__WHAT IS EXPECTED__
When you find the line with "ring tip: (802, 855)" among the records below, reproduce it and each line after it exactly, ending with the line with "pinky tip: (1277, 836)".

Landmark coordinate records:
Content starts
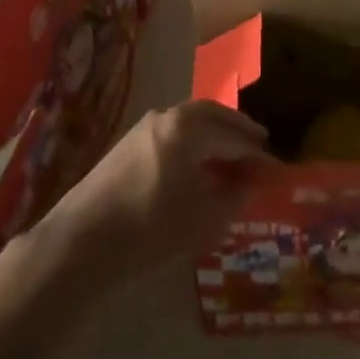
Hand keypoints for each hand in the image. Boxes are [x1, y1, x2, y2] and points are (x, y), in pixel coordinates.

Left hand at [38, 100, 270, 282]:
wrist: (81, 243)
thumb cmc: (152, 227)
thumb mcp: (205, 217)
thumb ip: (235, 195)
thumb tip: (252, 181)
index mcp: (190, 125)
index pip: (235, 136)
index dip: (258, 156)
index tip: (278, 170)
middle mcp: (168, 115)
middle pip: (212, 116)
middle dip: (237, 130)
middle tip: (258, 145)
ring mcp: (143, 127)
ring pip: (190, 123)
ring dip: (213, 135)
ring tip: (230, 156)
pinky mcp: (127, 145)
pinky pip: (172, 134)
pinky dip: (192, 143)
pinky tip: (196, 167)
Content ends
Content starts
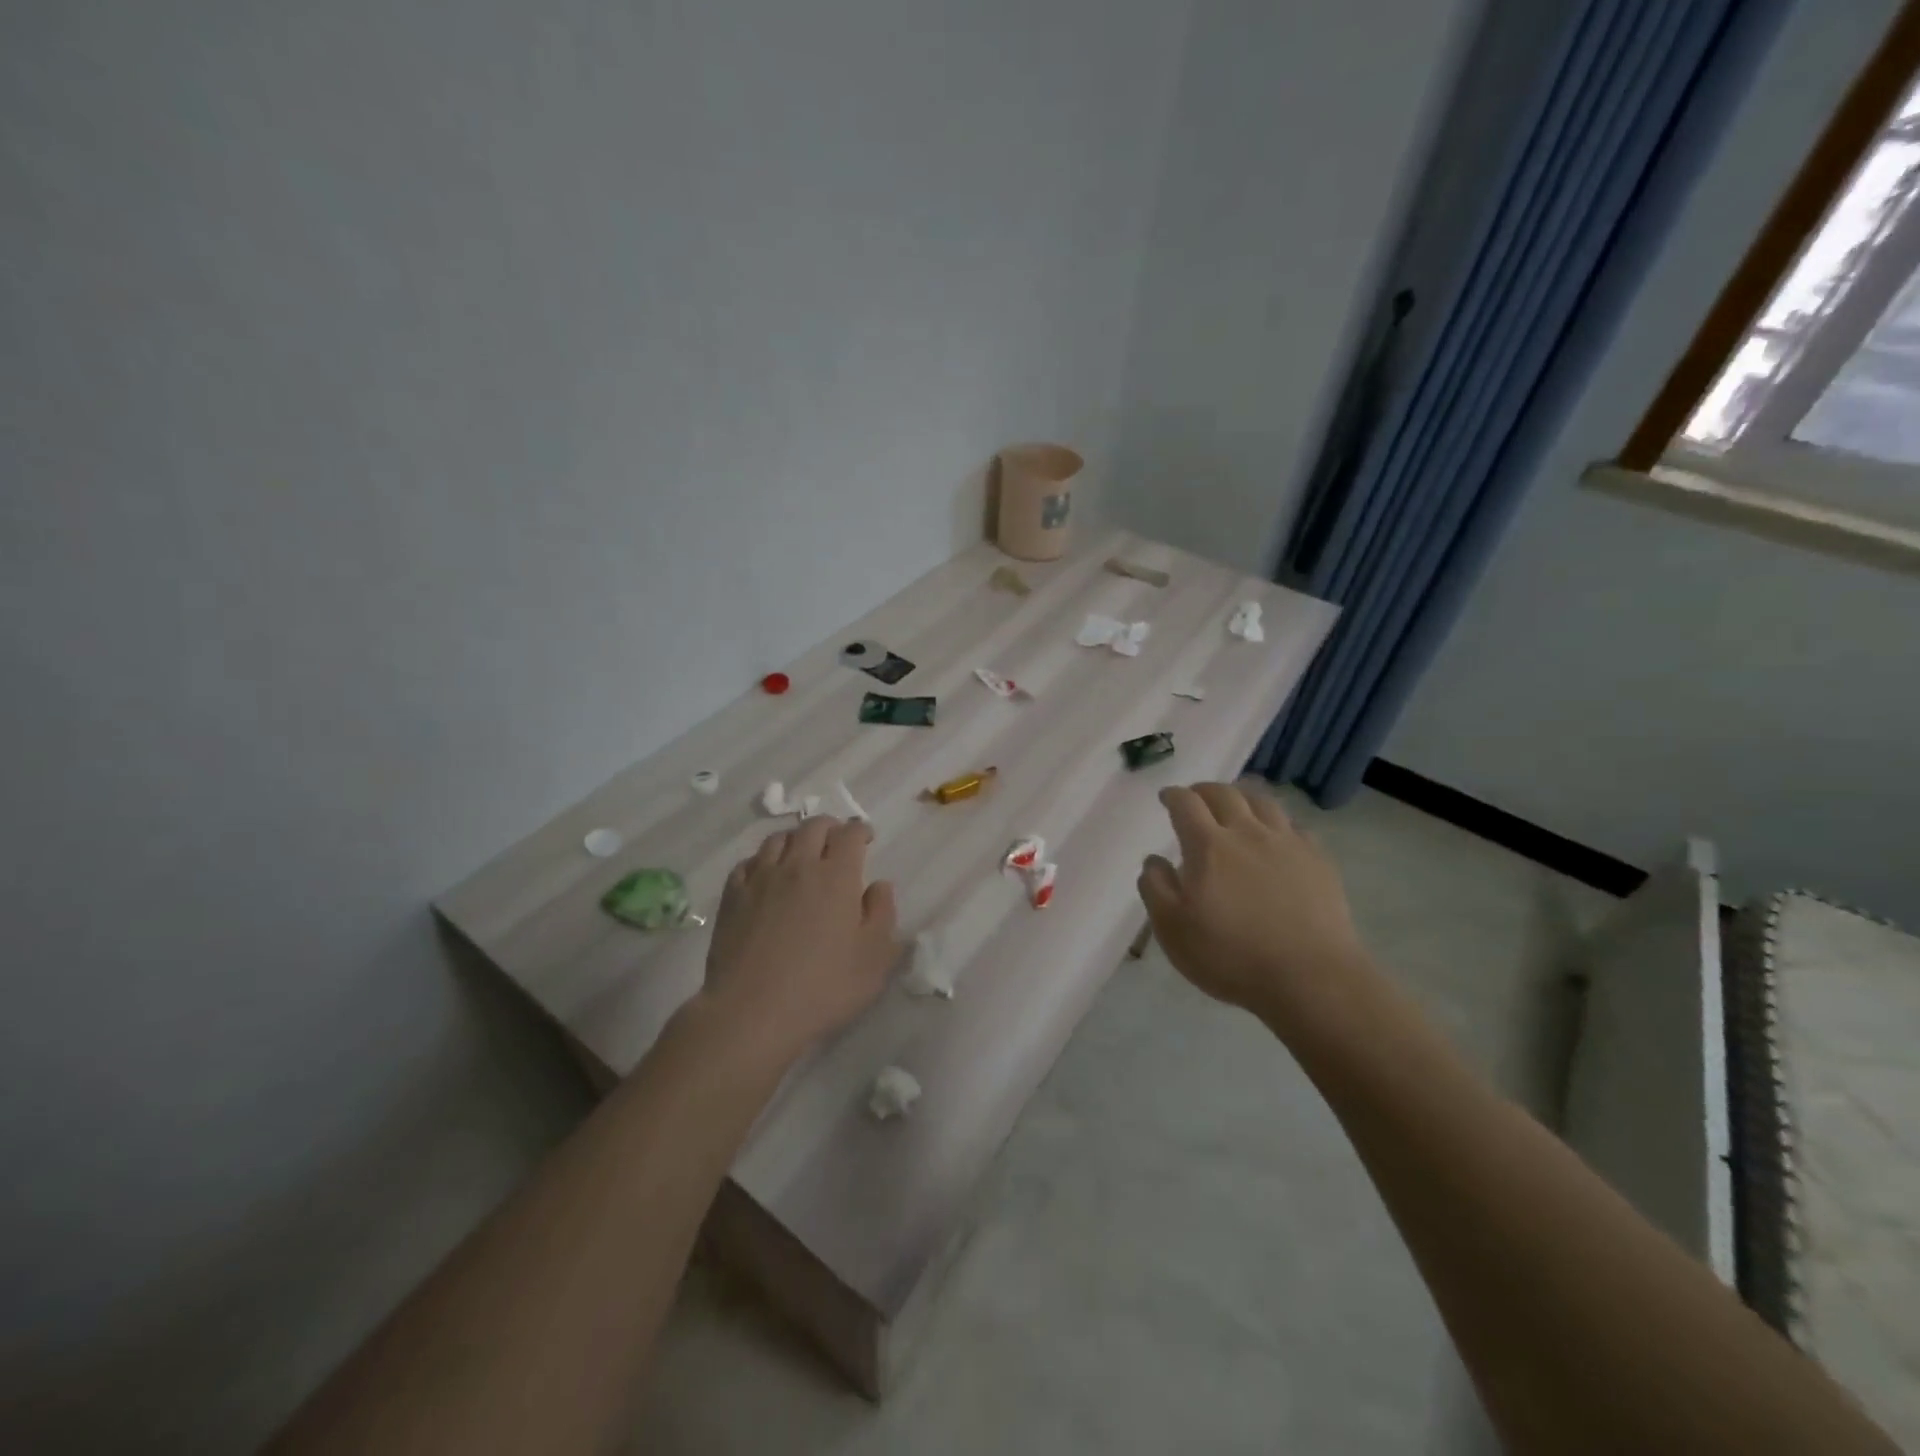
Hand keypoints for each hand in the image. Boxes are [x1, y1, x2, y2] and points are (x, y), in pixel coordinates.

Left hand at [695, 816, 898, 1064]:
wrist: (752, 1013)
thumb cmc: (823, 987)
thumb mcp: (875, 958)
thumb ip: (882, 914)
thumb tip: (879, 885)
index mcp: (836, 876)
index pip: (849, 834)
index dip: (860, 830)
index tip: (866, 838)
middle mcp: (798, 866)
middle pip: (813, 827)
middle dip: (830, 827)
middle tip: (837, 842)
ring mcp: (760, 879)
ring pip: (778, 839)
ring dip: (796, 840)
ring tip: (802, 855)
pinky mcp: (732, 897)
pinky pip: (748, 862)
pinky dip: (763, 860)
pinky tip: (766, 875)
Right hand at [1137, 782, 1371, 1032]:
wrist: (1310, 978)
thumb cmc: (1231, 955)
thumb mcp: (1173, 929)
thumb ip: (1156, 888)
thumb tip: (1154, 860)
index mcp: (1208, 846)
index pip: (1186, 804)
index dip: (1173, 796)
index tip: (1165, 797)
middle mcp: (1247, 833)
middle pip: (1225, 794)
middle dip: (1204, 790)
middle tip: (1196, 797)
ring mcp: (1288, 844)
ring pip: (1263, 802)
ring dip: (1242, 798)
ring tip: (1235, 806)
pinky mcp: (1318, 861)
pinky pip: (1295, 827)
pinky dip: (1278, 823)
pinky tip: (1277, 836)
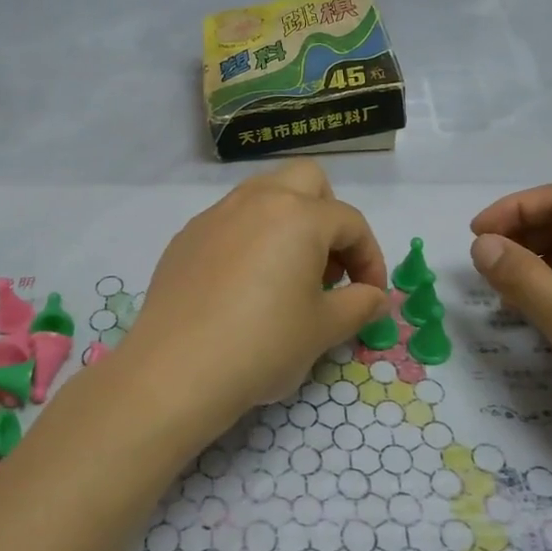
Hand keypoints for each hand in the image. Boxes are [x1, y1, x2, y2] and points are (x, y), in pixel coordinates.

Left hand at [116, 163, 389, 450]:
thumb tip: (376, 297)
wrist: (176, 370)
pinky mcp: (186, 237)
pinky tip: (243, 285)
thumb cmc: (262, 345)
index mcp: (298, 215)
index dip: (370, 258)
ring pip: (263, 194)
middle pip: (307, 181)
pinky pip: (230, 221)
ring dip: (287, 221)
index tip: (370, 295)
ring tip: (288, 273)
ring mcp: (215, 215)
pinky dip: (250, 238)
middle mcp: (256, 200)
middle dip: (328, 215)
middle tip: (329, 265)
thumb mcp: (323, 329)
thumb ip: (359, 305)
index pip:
Content ends
__TASK RESULT__
ring tip: (802, 855)
pinky mcp: (732, 897)
pinky pip: (748, 862)
pinky dip: (763, 860)
pinky tip: (766, 875)
Right hand at [1137, 782, 1371, 1032]:
wrist: (1310, 978)
thumb cmc: (1231, 955)
thumb mcp: (1173, 929)
thumb ip: (1156, 888)
thumb tip: (1154, 860)
index mcp: (1208, 846)
index pip: (1186, 804)
index dip: (1173, 796)
index tip: (1165, 797)
middle mcp: (1247, 833)
middle pip: (1225, 794)
middle dip: (1204, 790)
middle tip: (1196, 797)
ring mcp: (1288, 844)
ring pip: (1263, 802)
ring dip: (1242, 798)
ring tip: (1235, 806)
pinky mcp: (1318, 861)
pinky pip: (1295, 827)
pinky dip: (1278, 823)
pinky tip: (1277, 836)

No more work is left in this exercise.